Interestingly, this equilibrium profile creates nearly constant vapor flow rates in each drum. These flow rates, along with the density of saturated vapor in each drum, were used to calculate the minimum chamber diameter to allow enough vapor-liquid interface. The minimum diameter for the lowest pressure drum was approximately 6 m, and the minimum for preceding drums varied minimally. For manufacturing simplicity, we have decided to build all 9 drums using a diameter and height of 6 m. As explained previously, drums will be constructed of stainless steel to prevent corrosion. Because each drum will be operated in vacuum conditions, the pressure on drum walls will never exceed 1 atm. We therefore calculated the thickness of material based on structural feasibility, requiring a thickness of 3 cm. Pricing of the drums was approximated using the required weight of stainless steel. In addition to drum material, the cost of each condensing unit was approximated using the required heat exchange area to condense the distillate. This calculation was performed under the assumption that the surge tank outlet (See Appendix L) will be used as the cooling stream on the tube side. Approximate cost of each condensing system was derived heuristically from the heat transfer area. All of these equilibrium and costing calculations were repeated for a growing number of stages. Figure 2b indicates the total cost of the flash unit for different numbers of stages. Using this, we selected 9 tanks, within the region of diminishing returns. Once this number was selected, we began specific design of each condensing region of the drums. Notably, the last three drums require excessive heat transfer area that exceeds 5000 square meters. The last drum, which requires nearly 19000 square meters, can be remedied by using the process seawater feed to cool, which is at a significantly lower temperature than the surge tank. Unfortunately, the process feed does not have the heat capacity to cool the 7th and 8th drums. For this initial design and economic analysis, these drums retain an unrealistic heat transfer area. In implementation, additional cooling water would be required. The cost of demisters and trays were also considered. The approximate price for a 6-meter diameter demister is $500. Both the demister and condensing tray price were considered negligible compared to the overall price of the flash chambers.

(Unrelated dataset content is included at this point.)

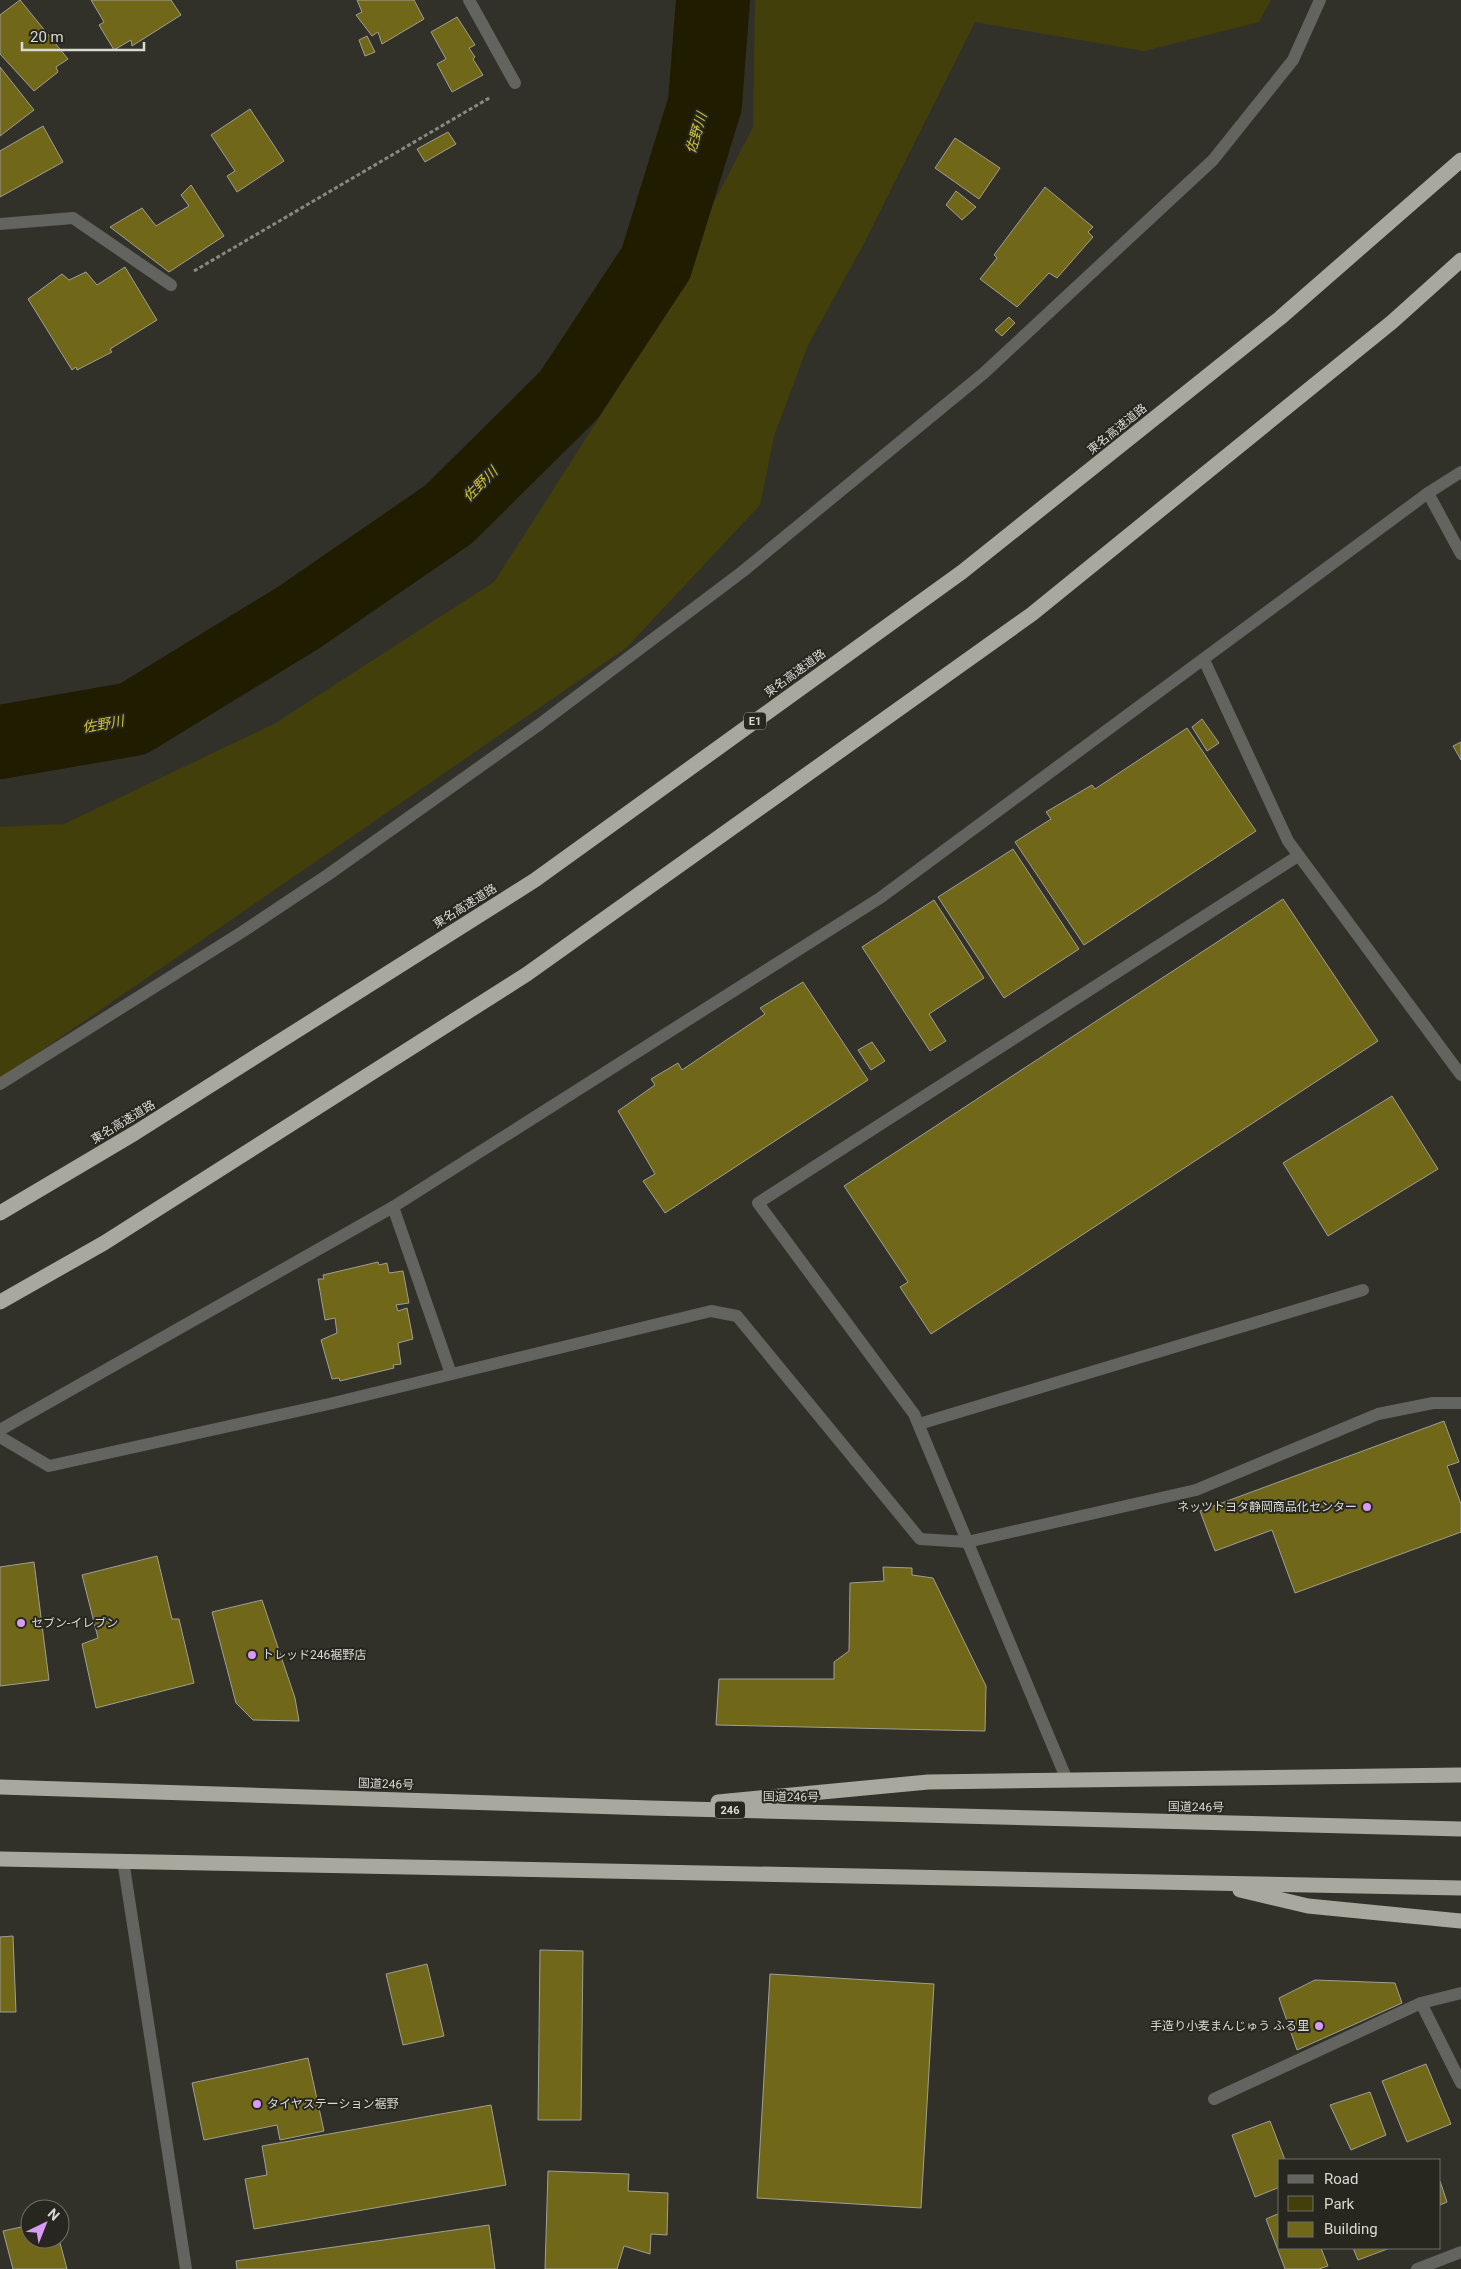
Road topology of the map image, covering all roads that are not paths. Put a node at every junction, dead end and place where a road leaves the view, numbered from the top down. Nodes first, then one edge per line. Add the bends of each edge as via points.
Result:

The final design process flow diagram is shown in Appendix B. Feed seawater is pumped into the plant, and immediately used as a condensing sink in the last drum. The warmed seawater is then sent for mixing in the surge tank. The surge tank outlet is used as the condensing heat sink for the other 8 tanks in series, before being delivered to the heat exchanger. In the exchanger, the flash feed is heated to 98°C before entering the first drum. The brine then passes through all drums, reaching phase equilibrium in each one as the pressure is reduced. From the last drum, the concentrated brine is pumped out and back into the surge tank. The surge tank includes a waste purge back out to the ocean. Stream tables are included with compositions and conditions for each stream. Notably, the concentration in the surge tank is 40 g/kg, the maximum allowable waste concentration. This also serves as the flash feed. In addition, there is a large amount of fluid in recirculation through the recycle loop, with relatively small process feed and waste. This has many implication, positive in the large increase in overall yield, and negative in the energy costs and large equipment sizes required. Economic implications of these large flows are addressed in later sections. For reference, the Aspen+ file used for phase and mass balance calculations is shown in Appendix C.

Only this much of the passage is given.